- **Problem description**
Would you write out the entries below word for word, omitting the pictures?

- **Entries provided**
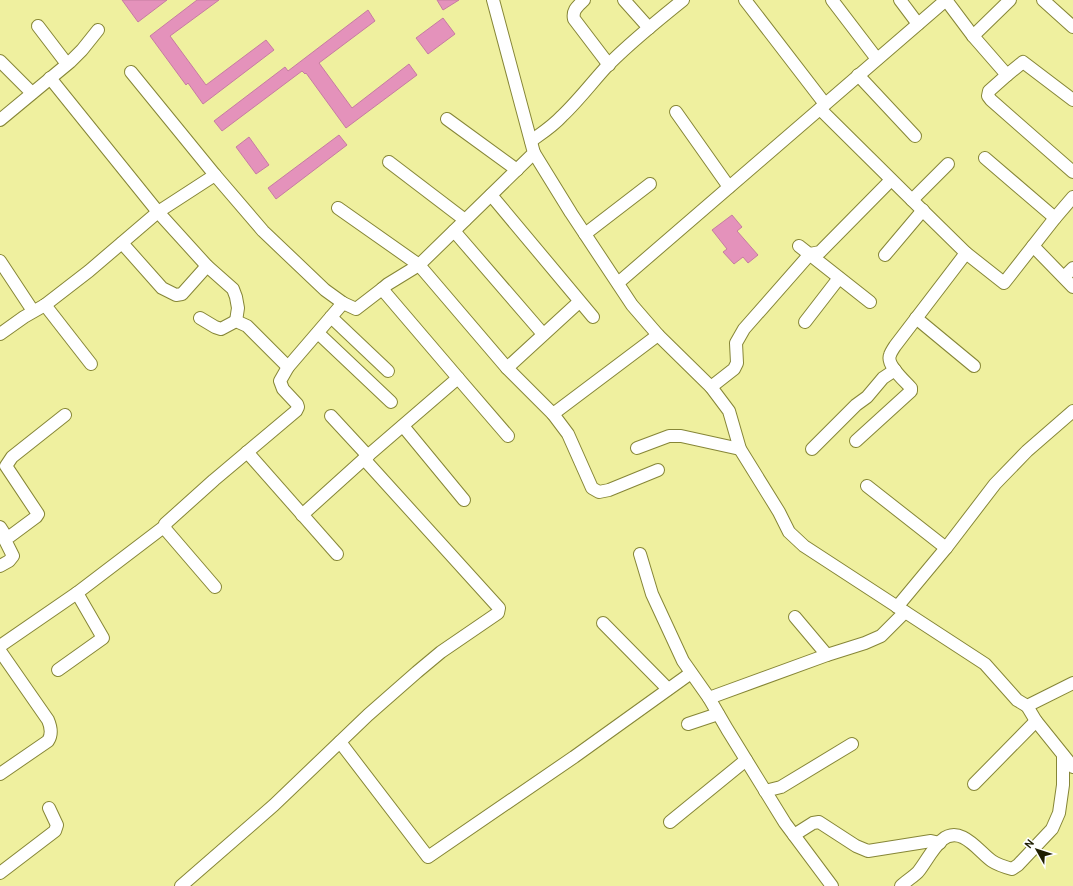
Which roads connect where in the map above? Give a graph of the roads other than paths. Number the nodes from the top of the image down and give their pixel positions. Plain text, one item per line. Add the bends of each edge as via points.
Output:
1 (494, 0) edge
2 (584, 0) edge
3 (624, 0) edge
4 (683, 0) edge
5 (745, 0) edge
6 (832, 0) edge
7 (900, 0) edge
8 (946, 0) edge
9 (1010, 0) edge
10 (1043, 0) edge
11 (918, 24) junction
12 (38, 26) dead end
13 (1073, 27) edge
14 (649, 28) junction
15 (98, 30) dead end
16 (973, 36) junction
17 (877, 59) junction
18 (0, 61) edge
19 (67, 64) junction
20 (609, 65) junction
21 (131, 72) dead end
22 (858, 75) junction
23 (1007, 75) junction
24 (50, 78) junction
25 (32, 93) junction
26 (1073, 100) edge
27 (823, 106) junction
28 (676, 112) dead end
29 (447, 119) dead end
30 (0, 120) edge
31 (915, 136) dead end
32 (533, 147) junction
33 (985, 158) dead end
34 (389, 162) dead end
35 (948, 164) dead end
36 (516, 170) junction
37 (1073, 172) edge
38 (215, 175) junction
39 (891, 180) junction
40 (650, 184) dead end
41 (728, 187) junction
42 (491, 195) junction
43 (1073, 197) edge
44 (912, 200) junction
45 (338, 208) dead end
46 (923, 210) junction
47 (158, 212) junction
48 (1055, 218) junction
49 (465, 220) junction
50 (454, 231) junction
51 (585, 234) junction
52 (122, 244) junction
53 (799, 246) dead end
54 (1033, 246) junction
55 (966, 253) junction
56 (810, 254) junction
57 (884, 255) dead end
58 (0, 261) edge
59 (419, 265) junction
60 (208, 266) junction
61 (1073, 268) edge
62 (1064, 277) junction
63 (839, 278) junction
64 (618, 283) junction
65 (1073, 287) edge
66 (382, 289) junction
67 (579, 302) junction
68 (870, 302) dead end
69 (343, 303) junction
70 (46, 305) junction
71 (33, 311) junction
72 (331, 317) junction
73 (593, 317) dead end
74 (200, 318) dead end
75 (916, 318) junction
76 (236, 321) junction
77 (805, 322) dead end
78 (318, 333) junction
79 (0, 334) edge
80 (543, 334) junction
81 (658, 335) junction
82 (91, 364) dead end
83 (974, 366) dead end
84 (288, 367) junction
85 (507, 368) junction
86 (895, 370) junction
87 (388, 371) dead end
88 (458, 378) junction
89 (711, 387) junction
90 (391, 402) dead end
91 (1073, 411) edge
92 (553, 414) junction
93 (65, 415) dead end
94 (332, 416) dead end
95 (403, 426) junction
96 (508, 436) dead end
97 (856, 441) dead end
98 (637, 448) dead end
99 (740, 449) junction
100 (812, 449) dead end
101 (247, 452) junction
102 (366, 458) junction
103 (658, 470) dead end
104 (867, 486) dead end
105 (464, 500) dead end
106 (302, 515) junction
107 (165, 526) junction
108 (0, 527) edge
109 (7, 538) junction
110 (946, 548) junction
111 (337, 554) dead end
112 (640, 554) dead end
113 (0, 566) edge
114 (214, 587) dead end
115 (78, 593) junction
116 (901, 609) junction
117 (796, 617) dead end
118 (603, 623) dead end
119 (0, 646) edge
120 (0, 651) edge
121 (826, 655) junction
122 (58, 670) dead end
123 (691, 672) junction
124 (1073, 683) edge
125 (668, 689) junction
126 (709, 698) junction
127 (1027, 706) junction
128 (718, 714) junction
129 (1036, 721) junction
130 (688, 724) dead end
131 (340, 742) junction
132 (852, 744) dead end
133 (1063, 755) junction
134 (746, 760) junction
135 (1073, 768) edge
136 (0, 774) edge
137 (974, 784) dead end
138 (765, 791) junction
139 (49, 808) dead end
140 (670, 822) dead end
141 (794, 834) junction
142 (940, 843) junction
143 (0, 873) edge
144 (181, 886) edge
145 (832, 886) edge
146 (901, 886) edge

1 - 32 street
2 - 20 street via 575,9 574,19
3 - 14 street
4 - 14 street
5 - 27 street
6 - 17 street
7 - 11 street
8 - 11 street
8 - 16 street
9 - 16 street
10 - 13 street
11 - 17 street
12 - 19 street
14 - 20 street
15 - 19 street
16 - 23 street
17 - 22 street
18 - 25 street
19 - 24 street
20 - 32 street
21 - 38 street
22 - 27 street
22 - 31 street
23 - 26 street via 1023,62
23 - 37 street via 989,91 988,96
24 - 25 street
24 - 47 street
25 - 30 street
27 - 39 street
27 - 41 street
28 - 41 street
29 - 36 street
32 - 36 street
32 - 51 street
33 - 48 street
34 - 49 street
35 - 44 street
36 - 42 street
38 - 47 street
38 - 69 street via 263,231 325,290
39 - 44 street
39 - 56 street via 820,252
40 - 51 street
41 - 64 street
42 - 49 street
42 - 67 street
43 - 48 street
44 - 46 street
45 - 59 street
46 - 55 street
46 - 57 street
47 - 52 street
47 - 60 street
48 - 54 street
49 - 50 street
50 - 59 street
50 - 80 street
51 - 64 street
52 - 60 street via 162,288 176,295 182,294
52 - 70 street
53 - 56 street
54 - 55 street via 1004,283
54 - 62 street
55 - 75 street
56 - 63 street
56 - 89 street via 744,330 736,343 737,363 734,369
58 - 71 street
59 - 66 street
59 - 85 street
60 - 76 street via 233,289 238,308
61 - 62 street
62 - 65 street
63 - 68 street
63 - 77 street
64 - 81 street via 632,305
66 - 69 street via 356,309
66 - 88 street
67 - 73 street
67 - 80 street
69 - 72 street
70 - 71 street
70 - 82 street
71 - 79 street
72 - 78 street
72 - 87 street
74 - 76 street via 221,329
75 - 83 street
75 - 86 street via 889,356
76 - 84 street via 247,326
78 - 84 street
78 - 90 street
80 - 85 street
81 - 89 street
81 - 92 street
84 - 101 street via 280,384 298,408
85 - 92 street
86 - 97 street via 911,391
86 - 100 street via 883,378
88 - 95 street
88 - 96 street
89 - 99 street via 730,412
91 - 110 street via 1027,451 999,480
92 - 103 street via 568,434 592,488 599,492
93 - 109 street via 7,462 6,468 38,514
94 - 102 street
95 - 102 street
95 - 105 street
98 - 99 street via 668,436 681,436
99 - 116 street via 794,537
101 - 106 street
101 - 107 street via 167,521
102 - 106 street
102 - 131 street via 499,611 441,652
104 - 110 street
106 - 111 street
107 - 114 street
107 - 115 street
108 - 109 street
109 - 113 street via 5,540 13,556
110 - 116 street
112 - 123 street via 652,594 683,661
115 - 119 street
115 - 122 street via 103,638
116 - 121 street via 881,636
116 - 127 street via 985,664 1017,700
117 - 121 street
118 - 125 street
120 - 136 street via 48,720 51,737
121 - 126 street
123 - 125 street
123 - 126 street
124 - 127 street
125 - 131 street via 428,857
126 - 128 street
127 - 129 street
128 - 130 street
128 - 134 street
129 - 133 street
129 - 137 street
131 - 144 street via 274,805
132 - 138 street via 781,787
133 - 135 street
133 - 142 street via 1063,785 1059,813 1052,829 1018,866 1012,869 992,861 961,836 950,835
134 - 138 street
134 - 140 street
138 - 141 street
139 - 143 street via 57,825 55,831
141 - 142 street via 819,822 868,851
141 - 145 street
142 - 146 street via 917,872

- **Problem solution**
Which roads connect where in the map above? Give a graph of the roads other than paths. Number the nodes from the top of the image down and give their pixel positions. Plain text, one item per line. Add the bends of each edge as via points.
Output:
1 (494, 0) edge
2 (584, 0) edge
3 (624, 0) edge
4 (683, 0) edge
5 (745, 0) edge
6 (832, 0) edge
7 (900, 0) edge
8 (946, 0) edge
9 (1010, 0) edge
10 (1043, 0) edge
11 (918, 24) junction
12 (38, 26) dead end
13 (1073, 27) edge
14 (649, 28) junction
15 (98, 30) dead end
16 (973, 36) junction
17 (877, 59) junction
18 (0, 61) edge
19 (67, 64) junction
20 (609, 65) junction
21 (131, 72) dead end
22 (858, 75) junction
23 (1007, 75) junction
24 (50, 78) junction
25 (32, 93) junction
26 (1073, 100) edge
27 (823, 106) junction
28 (676, 112) dead end
29 (447, 119) dead end
30 (0, 120) edge
31 (915, 136) dead end
32 (533, 147) junction
33 (985, 158) dead end
34 (389, 162) dead end
35 (948, 164) dead end
36 (516, 170) junction
37 (1073, 172) edge
38 (215, 175) junction
39 (891, 180) junction
40 (650, 184) dead end
41 (728, 187) junction
42 (491, 195) junction
43 (1073, 197) edge
44 (912, 200) junction
45 (338, 208) dead end
46 (923, 210) junction
47 (158, 212) junction
48 (1055, 218) junction
49 (465, 220) junction
50 (454, 231) junction
51 (585, 234) junction
52 (122, 244) junction
53 (799, 246) dead end
54 (1033, 246) junction
55 (966, 253) junction
56 (810, 254) junction
57 (884, 255) dead end
58 (0, 261) edge
59 (419, 265) junction
60 (208, 266) junction
61 (1073, 268) edge
62 (1064, 277) junction
63 (839, 278) junction
64 (618, 283) junction
65 (1073, 287) edge
66 (382, 289) junction
67 (579, 302) junction
68 (870, 302) dead end
69 (343, 303) junction
70 (46, 305) junction
71 (33, 311) junction
72 (331, 317) junction
73 (593, 317) dead end
74 (200, 318) dead end
75 (916, 318) junction
76 (236, 321) junction
77 (805, 322) dead end
78 (318, 333) junction
79 (0, 334) edge
80 (543, 334) junction
81 (658, 335) junction
82 (91, 364) dead end
83 (974, 366) dead end
84 (288, 367) junction
85 (507, 368) junction
86 (895, 370) junction
87 (388, 371) dead end
88 (458, 378) junction
89 (711, 387) junction
90 (391, 402) dead end
91 (1073, 411) edge
92 (553, 414) junction
93 (65, 415) dead end
94 (332, 416) dead end
95 (403, 426) junction
96 (508, 436) dead end
97 (856, 441) dead end
98 (637, 448) dead end
99 (740, 449) junction
100 (812, 449) dead end
101 (247, 452) junction
102 (366, 458) junction
103 (658, 470) dead end
104 (867, 486) dead end
105 (464, 500) dead end
106 (302, 515) junction
107 (165, 526) junction
108 (0, 527) edge
109 (7, 538) junction
110 (946, 548) junction
111 (337, 554) dead end
112 (640, 554) dead end
113 (0, 566) edge
114 (214, 587) dead end
115 (78, 593) junction
116 (901, 609) junction
117 (796, 617) dead end
118 (603, 623) dead end
119 (0, 646) edge
120 (0, 651) edge
121 (826, 655) junction
122 (58, 670) dead end
123 (691, 672) junction
124 (1073, 683) edge
125 (668, 689) junction
126 (709, 698) junction
127 (1027, 706) junction
128 (718, 714) junction
129 (1036, 721) junction
130 (688, 724) dead end
131 (340, 742) junction
132 (852, 744) dead end
133 (1063, 755) junction
134 (746, 760) junction
135 (1073, 768) edge
136 (0, 774) edge
137 (974, 784) dead end
138 (765, 791) junction
139 (49, 808) dead end
140 (670, 822) dead end
141 (794, 834) junction
142 (940, 843) junction
143 (0, 873) edge
144 (181, 886) edge
145 (832, 886) edge
146 (901, 886) edge

1 - 32 street
2 - 20 street via 575,9 574,19
3 - 14 street
4 - 14 street
5 - 27 street
6 - 17 street
7 - 11 street
8 - 11 street
8 - 16 street
9 - 16 street
10 - 13 street
11 - 17 street
12 - 19 street
14 - 20 street
15 - 19 street
16 - 23 street
17 - 22 street
18 - 25 street
19 - 24 street
20 - 32 street
21 - 38 street
22 - 27 street
22 - 31 street
23 - 26 street via 1023,62
23 - 37 street via 989,91 988,96
24 - 25 street
24 - 47 street
25 - 30 street
27 - 39 street
27 - 41 street
28 - 41 street
29 - 36 street
32 - 36 street
32 - 51 street
33 - 48 street
34 - 49 street
35 - 44 street
36 - 42 street
38 - 47 street
38 - 69 street via 263,231 325,290
39 - 44 street
39 - 56 street via 820,252
40 - 51 street
41 - 64 street
42 - 49 street
42 - 67 street
43 - 48 street
44 - 46 street
45 - 59 street
46 - 55 street
46 - 57 street
47 - 52 street
47 - 60 street
48 - 54 street
49 - 50 street
50 - 59 street
50 - 80 street
51 - 64 street
52 - 60 street via 162,288 176,295 182,294
52 - 70 street
53 - 56 street
54 - 55 street via 1004,283
54 - 62 street
55 - 75 street
56 - 63 street
56 - 89 street via 744,330 736,343 737,363 734,369
58 - 71 street
59 - 66 street
59 - 85 street
60 - 76 street via 233,289 238,308
61 - 62 street
62 - 65 street
63 - 68 street
63 - 77 street
64 - 81 street via 632,305
66 - 69 street via 356,309
66 - 88 street
67 - 73 street
67 - 80 street
69 - 72 street
70 - 71 street
70 - 82 street
71 - 79 street
72 - 78 street
72 - 87 street
74 - 76 street via 221,329
75 - 83 street
75 - 86 street via 889,356
76 - 84 street via 247,326
78 - 84 street
78 - 90 street
80 - 85 street
81 - 89 street
81 - 92 street
84 - 101 street via 280,384 298,408
85 - 92 street
86 - 97 street via 911,391
86 - 100 street via 883,378
88 - 95 street
88 - 96 street
89 - 99 street via 730,412
91 - 110 street via 1027,451 999,480
92 - 103 street via 568,434 592,488 599,492
93 - 109 street via 7,462 6,468 38,514
94 - 102 street
95 - 102 street
95 - 105 street
98 - 99 street via 668,436 681,436
99 - 116 street via 794,537
101 - 106 street
101 - 107 street via 167,521
102 - 106 street
102 - 131 street via 499,611 441,652
104 - 110 street
106 - 111 street
107 - 114 street
107 - 115 street
108 - 109 street
109 - 113 street via 5,540 13,556
110 - 116 street
112 - 123 street via 652,594 683,661
115 - 119 street
115 - 122 street via 103,638
116 - 121 street via 881,636
116 - 127 street via 985,664 1017,700
117 - 121 street
118 - 125 street
120 - 136 street via 48,720 51,737
121 - 126 street
123 - 125 street
123 - 126 street
124 - 127 street
125 - 131 street via 428,857
126 - 128 street
127 - 129 street
128 - 130 street
128 - 134 street
129 - 133 street
129 - 137 street
131 - 144 street via 274,805
132 - 138 street via 781,787
133 - 135 street
133 - 142 street via 1063,785 1059,813 1052,829 1018,866 1012,869 992,861 961,836 950,835
134 - 138 street
134 - 140 street
138 - 141 street
139 - 143 street via 57,825 55,831
141 - 142 street via 819,822 868,851
141 - 145 street
142 - 146 street via 917,872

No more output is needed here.